For instance, in July 1988, after the founder of the Islamic Republic of Iran, Ayatollah Khomeini, after sacrificing the lives of almost 1 million Iranians, agreed to a cease-fire with Iraq, Khomeini began to worry about the vulnerability of his regime to public unrest. So, the Supreme Leader ordered a fatwa that ensured the execution of some 30,000 MEK members and sympathizers who were being held in regime prisons.

During the summer of 1988, Iran executed thousands. Shockingly, Iran’s current judiciary chief—Ebrahim Raisi—served on the “death commission” that sent many of these prisoners to the death.

 While Mr. Rubin writes that this group, is “unable to win any support from Iranians inside Iran,” the facts seem to give little credibility to his statement. In fact, Iran has been facing unprecedented waves of protests throughout the country since December 2017.  Iranians from all classes, social backgrounds, and from the country’s thirty-one provinces have been demonstrating against clerical rule, especially the young. Students, merchants, truck drivers, the educated and illiterate have all called for an end to the Iranian regime.

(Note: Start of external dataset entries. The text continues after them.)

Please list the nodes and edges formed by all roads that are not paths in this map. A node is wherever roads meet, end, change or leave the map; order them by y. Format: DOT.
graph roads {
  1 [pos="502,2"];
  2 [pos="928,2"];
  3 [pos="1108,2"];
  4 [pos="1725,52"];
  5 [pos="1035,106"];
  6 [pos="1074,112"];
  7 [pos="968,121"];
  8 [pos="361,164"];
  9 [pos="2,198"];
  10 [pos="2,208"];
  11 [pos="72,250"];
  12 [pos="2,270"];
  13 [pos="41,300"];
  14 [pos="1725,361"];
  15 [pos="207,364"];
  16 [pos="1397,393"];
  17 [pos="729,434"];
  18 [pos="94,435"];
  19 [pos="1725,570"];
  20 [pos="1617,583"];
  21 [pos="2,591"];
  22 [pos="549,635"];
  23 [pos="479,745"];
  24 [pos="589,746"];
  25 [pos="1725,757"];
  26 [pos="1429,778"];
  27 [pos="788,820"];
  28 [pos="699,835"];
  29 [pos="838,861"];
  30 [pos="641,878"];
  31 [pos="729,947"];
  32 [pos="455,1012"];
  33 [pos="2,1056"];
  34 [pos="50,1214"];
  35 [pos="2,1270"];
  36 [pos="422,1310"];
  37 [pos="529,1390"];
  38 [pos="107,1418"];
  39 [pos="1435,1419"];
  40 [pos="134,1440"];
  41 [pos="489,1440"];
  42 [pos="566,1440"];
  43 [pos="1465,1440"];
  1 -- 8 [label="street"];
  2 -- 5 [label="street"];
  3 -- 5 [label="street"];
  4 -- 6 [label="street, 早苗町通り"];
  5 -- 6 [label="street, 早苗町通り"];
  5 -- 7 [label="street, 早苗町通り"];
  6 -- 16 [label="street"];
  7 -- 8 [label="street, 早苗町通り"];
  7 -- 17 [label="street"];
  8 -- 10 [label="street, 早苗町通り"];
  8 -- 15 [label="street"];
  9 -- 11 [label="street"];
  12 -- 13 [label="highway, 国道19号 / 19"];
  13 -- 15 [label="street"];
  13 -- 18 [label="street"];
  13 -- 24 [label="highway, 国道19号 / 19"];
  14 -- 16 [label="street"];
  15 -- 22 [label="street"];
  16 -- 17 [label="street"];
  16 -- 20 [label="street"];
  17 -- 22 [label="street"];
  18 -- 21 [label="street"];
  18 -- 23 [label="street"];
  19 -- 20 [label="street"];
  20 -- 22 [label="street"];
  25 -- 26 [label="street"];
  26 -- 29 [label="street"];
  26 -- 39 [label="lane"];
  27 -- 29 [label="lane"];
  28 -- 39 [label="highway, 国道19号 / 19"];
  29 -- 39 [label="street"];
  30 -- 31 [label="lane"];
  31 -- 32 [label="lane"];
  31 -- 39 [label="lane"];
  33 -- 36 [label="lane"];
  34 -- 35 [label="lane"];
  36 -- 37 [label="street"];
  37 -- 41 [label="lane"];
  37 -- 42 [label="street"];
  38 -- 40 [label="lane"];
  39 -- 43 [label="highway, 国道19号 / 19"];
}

 Video evidence from inside Iran shows that many of these protestors are MEK supporters. Pictures of Maryam Rajavi, the head of the MEK’s parent organization, the National Council of Resistance of Iran (NCRI), hang from highway overpasses, and signs that condemn the regime are paraded. The MEK is endorsed outside mosques and at major squares in Tehran, Isfahan, Mashhad, Shiraz and even Qom.

 These supporters are putting their lives on the line — just like in 1988 — if they are caught, they and their family members will be arrested, tortured and some will probably be executed. Still, they persist.

 If Mr. Rubin contends that the MEK are inept, then why is the Iranian regime so obsessed with demonizing them. Why would a group with little support inside Iran merit such attention? Like the nineteen movies, series, and documentaries that Iran’s state-run media has produced to demonize the MEK. In 2018, eighteen major books were published by the regime against the MEK. Iran’s Supreme Leader Ali Khamenei excoriated the MEK by name at least four times. As well, Iran’s President Hassan Rouhani has directly blamed the MEK for organizing public protests.

 When the protests in Iran were at their height in January 2018, President Rouhani personally phoned French President Emmanuel Macron and asked him to limit the activities of the MEK in France. However, Macron refused.

 Recently, the head of a major Canadian think tank revealed that the Iranian regime embassy offered him up to $80,000 to refer to the MEK as a “cult” in his publications. This is unprecedented. This demonization campaign displays the regime’s fear of the MEK (and only the MEK) as an existential threat.

 Now, Iran’s government has resorted to terrorism to silence the MEK. At least three major terrorist plots coordinated by the regime against the MEK were uncovered in 2018 in the United States, Albania, and France.

 As far back as 2004, the United States recognized the rights of the MEK as “protected persons under the Fourth Geneva Convention,” after an exhaustive sixteen-month investigation of each and every member of the MEK by seven different agencies of the U.S. Government. They concluded that “there was no basis to charge any member of the group [MEK] with the violation of American law.”

 The MEK’s base of support lies in the hearts and minds of the legions of Iranians. Soon their dream of a peaceful and democratic Iran may be realized, with the help of the MEK.